═══ Extracted records ═══

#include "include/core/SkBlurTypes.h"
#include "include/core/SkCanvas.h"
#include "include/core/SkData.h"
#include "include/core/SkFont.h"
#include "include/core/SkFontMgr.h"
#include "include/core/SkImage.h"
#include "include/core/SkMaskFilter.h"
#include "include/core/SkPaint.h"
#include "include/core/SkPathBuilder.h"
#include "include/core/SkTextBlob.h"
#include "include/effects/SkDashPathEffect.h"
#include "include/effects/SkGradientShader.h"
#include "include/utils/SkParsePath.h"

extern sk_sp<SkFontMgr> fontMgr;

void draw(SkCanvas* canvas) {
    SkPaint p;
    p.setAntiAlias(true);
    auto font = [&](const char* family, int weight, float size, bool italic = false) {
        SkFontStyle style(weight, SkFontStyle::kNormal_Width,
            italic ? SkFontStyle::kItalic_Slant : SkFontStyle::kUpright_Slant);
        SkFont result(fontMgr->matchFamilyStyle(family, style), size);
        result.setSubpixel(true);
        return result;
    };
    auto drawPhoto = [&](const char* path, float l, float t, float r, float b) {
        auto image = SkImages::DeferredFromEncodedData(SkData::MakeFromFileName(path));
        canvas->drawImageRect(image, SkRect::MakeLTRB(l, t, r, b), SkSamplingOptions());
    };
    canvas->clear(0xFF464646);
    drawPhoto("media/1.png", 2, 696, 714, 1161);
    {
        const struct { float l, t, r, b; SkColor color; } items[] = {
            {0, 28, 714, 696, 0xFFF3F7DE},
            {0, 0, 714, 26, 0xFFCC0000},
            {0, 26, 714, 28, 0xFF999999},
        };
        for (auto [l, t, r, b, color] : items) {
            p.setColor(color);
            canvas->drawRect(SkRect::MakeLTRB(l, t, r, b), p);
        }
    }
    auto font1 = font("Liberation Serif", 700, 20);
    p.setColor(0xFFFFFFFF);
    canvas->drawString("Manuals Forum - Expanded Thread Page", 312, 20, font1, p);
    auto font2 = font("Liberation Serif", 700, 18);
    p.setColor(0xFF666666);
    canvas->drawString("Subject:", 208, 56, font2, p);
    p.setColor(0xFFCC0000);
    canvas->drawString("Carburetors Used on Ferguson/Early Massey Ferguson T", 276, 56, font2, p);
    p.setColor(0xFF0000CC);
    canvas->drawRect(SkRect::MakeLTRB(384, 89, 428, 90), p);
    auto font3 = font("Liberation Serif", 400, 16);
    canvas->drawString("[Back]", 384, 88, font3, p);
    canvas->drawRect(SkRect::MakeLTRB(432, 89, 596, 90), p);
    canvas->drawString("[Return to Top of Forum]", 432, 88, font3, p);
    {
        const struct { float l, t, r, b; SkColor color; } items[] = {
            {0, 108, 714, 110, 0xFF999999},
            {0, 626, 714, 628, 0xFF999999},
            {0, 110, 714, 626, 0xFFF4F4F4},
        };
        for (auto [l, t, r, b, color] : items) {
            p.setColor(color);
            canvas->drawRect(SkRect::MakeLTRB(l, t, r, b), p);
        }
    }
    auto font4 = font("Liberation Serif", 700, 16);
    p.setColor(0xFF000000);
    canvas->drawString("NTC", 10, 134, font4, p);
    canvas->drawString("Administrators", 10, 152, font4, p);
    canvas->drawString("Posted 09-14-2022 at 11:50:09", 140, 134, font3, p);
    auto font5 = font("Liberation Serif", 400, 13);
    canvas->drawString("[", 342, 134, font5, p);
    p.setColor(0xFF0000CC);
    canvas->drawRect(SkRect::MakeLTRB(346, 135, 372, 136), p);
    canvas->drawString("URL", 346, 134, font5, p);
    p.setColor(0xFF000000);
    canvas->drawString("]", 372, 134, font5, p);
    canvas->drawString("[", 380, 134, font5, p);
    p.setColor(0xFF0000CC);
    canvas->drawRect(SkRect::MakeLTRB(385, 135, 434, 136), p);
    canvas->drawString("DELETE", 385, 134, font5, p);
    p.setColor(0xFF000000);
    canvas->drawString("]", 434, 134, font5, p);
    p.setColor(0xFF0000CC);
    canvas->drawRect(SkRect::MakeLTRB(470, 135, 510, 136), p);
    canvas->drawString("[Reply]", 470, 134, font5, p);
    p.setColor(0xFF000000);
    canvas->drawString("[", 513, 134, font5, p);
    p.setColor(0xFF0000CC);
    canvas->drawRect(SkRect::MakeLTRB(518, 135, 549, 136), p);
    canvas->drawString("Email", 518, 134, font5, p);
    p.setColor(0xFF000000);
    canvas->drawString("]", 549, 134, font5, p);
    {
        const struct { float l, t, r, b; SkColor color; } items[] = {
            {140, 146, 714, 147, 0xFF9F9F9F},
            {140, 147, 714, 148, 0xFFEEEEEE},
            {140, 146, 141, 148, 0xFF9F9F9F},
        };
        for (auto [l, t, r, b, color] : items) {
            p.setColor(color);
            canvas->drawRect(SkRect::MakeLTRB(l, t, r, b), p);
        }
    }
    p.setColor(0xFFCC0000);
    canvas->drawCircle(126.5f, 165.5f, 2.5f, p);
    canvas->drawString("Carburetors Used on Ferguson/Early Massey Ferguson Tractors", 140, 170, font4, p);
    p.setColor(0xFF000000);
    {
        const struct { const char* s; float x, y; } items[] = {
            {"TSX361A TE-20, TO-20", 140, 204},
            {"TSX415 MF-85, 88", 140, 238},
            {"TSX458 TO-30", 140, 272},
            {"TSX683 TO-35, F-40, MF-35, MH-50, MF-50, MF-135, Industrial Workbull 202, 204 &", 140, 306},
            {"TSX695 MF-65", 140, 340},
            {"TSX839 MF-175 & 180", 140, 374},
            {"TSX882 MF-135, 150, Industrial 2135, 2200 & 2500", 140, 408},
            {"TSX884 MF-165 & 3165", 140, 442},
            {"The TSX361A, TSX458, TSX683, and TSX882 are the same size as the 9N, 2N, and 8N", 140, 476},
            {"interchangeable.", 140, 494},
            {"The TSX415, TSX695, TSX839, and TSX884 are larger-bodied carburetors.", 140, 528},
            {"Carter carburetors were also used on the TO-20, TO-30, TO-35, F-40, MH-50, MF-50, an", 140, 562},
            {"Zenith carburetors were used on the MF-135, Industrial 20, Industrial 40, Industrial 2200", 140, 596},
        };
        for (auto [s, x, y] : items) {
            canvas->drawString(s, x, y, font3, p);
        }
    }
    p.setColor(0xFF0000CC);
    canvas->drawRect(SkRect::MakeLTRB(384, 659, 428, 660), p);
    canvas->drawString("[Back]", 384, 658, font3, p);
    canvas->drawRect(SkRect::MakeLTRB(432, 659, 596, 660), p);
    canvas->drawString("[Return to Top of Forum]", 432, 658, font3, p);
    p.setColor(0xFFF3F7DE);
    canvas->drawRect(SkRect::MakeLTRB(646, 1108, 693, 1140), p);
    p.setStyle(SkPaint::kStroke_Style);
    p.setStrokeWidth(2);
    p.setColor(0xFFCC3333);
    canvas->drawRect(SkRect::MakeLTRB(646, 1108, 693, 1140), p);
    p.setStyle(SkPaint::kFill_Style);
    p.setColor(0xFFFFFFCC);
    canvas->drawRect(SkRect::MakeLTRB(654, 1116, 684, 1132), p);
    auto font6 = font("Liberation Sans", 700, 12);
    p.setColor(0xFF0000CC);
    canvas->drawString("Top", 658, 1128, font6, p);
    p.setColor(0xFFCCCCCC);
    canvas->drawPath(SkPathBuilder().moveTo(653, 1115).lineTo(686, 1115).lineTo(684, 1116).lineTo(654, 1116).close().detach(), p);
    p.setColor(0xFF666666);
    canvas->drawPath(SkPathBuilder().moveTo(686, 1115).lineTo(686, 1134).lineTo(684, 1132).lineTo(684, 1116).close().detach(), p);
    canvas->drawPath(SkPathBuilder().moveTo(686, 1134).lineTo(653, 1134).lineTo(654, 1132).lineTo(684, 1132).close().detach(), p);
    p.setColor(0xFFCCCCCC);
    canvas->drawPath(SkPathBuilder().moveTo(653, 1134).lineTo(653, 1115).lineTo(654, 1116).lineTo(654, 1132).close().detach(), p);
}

═══

— Action item —
Only a number is wanted here: how many lines in the entries contain the word "SkFontStyle"?

— Exercise answer —
2